A veces el éxito emana simplemente de la identidad construida. ¿Para qué voy a usar LinkedIn, sino busco empleo?, se preguntan muchos. “Es curioso, pero es así”, comenta con sorpresa trasnochada Rosaura Alastruey. “Y es más”, explica, “según estudios realizados, las empresas destacan que el 80% de sus leads provienen de LinkedIn y el 92% de los profesionales de marketing b2b la recomiendan por encima de otras redes sociales”.

Ofertas ocultas. “En cuanto a búsqueda y concurrencia a procesos de selección, Linkedin es una herramienta muy insatisfactoria fuera de una franja de edad joven muy cerrada”, critica José Domingo Roselló, economista del Gabinete Técnico de UGT . “En cambio”, matiza concordante, “sí me ha demostrado utilidad a ser “encontrado”.

Hasta hace poco, se decía que un 80% de las ofertas -“interesantes”, matiza Rosaura Alastruey- no se publican, ya que circulan por “el mercado oculto”. Actualmente, con la “ligera reactivación del mercado, se habla del 75%, pero aún así, considero que es un porcentaje muy importante”. De hecho, cita, “según el Informe 2016 Infoempleo-Adecco, los contactos personales ya se sitúan en la segunda fuente de reclutamiento de las empresas en nuestro país, pasando ya por delante, aunque por dos puntos, de las redes sociales”.

Tanto las empresas como los candidatos son cada vez más conscientes de la importancia que tiene cuidar la imagen que se proyecta en la Red, conocida también como identidad digital. En datos recogidos en el informe Adecco, el 86% de las empresas consulta las redes sociales de los candidatos preseleccionados antes de tomar una decisión de contratación.

Laura Vilanova es formadora en Marca Personal.
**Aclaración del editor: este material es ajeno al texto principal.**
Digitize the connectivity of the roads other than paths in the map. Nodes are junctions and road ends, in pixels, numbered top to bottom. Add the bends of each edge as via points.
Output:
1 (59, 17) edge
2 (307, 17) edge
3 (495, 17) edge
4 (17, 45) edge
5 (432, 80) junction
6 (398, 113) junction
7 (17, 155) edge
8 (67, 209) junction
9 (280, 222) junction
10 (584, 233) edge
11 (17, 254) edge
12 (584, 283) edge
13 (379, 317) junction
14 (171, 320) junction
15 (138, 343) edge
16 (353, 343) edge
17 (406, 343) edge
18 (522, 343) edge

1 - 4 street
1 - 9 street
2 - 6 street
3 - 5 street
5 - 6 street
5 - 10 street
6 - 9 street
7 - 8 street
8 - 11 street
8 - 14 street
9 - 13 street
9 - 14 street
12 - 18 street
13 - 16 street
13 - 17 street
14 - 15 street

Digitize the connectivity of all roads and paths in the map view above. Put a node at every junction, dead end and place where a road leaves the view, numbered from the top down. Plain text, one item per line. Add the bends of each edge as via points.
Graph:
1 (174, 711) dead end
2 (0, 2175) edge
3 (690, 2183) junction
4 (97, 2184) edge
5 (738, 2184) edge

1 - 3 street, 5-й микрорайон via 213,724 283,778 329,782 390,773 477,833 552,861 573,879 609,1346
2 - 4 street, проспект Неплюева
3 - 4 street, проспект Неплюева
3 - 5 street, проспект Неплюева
Desde su experiencia, pulirla es fundamental y apuesta firmemente por el networking para ofrecerle la mayor relevancia y pese a que reconoce, consecuente, “que milagrosa no es”, está convencida de que el currículum tradicional “ya no lleva a muchos sitios”.

Y aunque LinkedIn haya decidido calzarse a un tiempo las coronas del Networking 2.0 y de la búsqueda de empleo, hay vida más allá de la afamada plataforma. “Infojobs por ejemplo según mi punta de vista es una herramienta muy potente pero que actualmente se está desfasando”, evalúa Adrià Agramunt. “Aparte, tenemos Glassdoor, indeed, Infoempleo, JobAndTalent …”, enumera.

Así como pocos fueron capaces de prever hace diez años la revolución de las redes sociales, resulta imposible predecir con suficiente fiabilidad lo que pasará en el ámbito del recruitment en los próximos diez años. Hace no tanto que hemos entrado en el Networking 3.0, la fase donde se producen matchings o vínculos entre las habilidades y capacidades manifestadas en las redes sociales y la geolocalización. Las nuevas estrategias incluyen, por ejemplo, los cafés profesionales y eventos como los que organiza Rosaura Alastruey.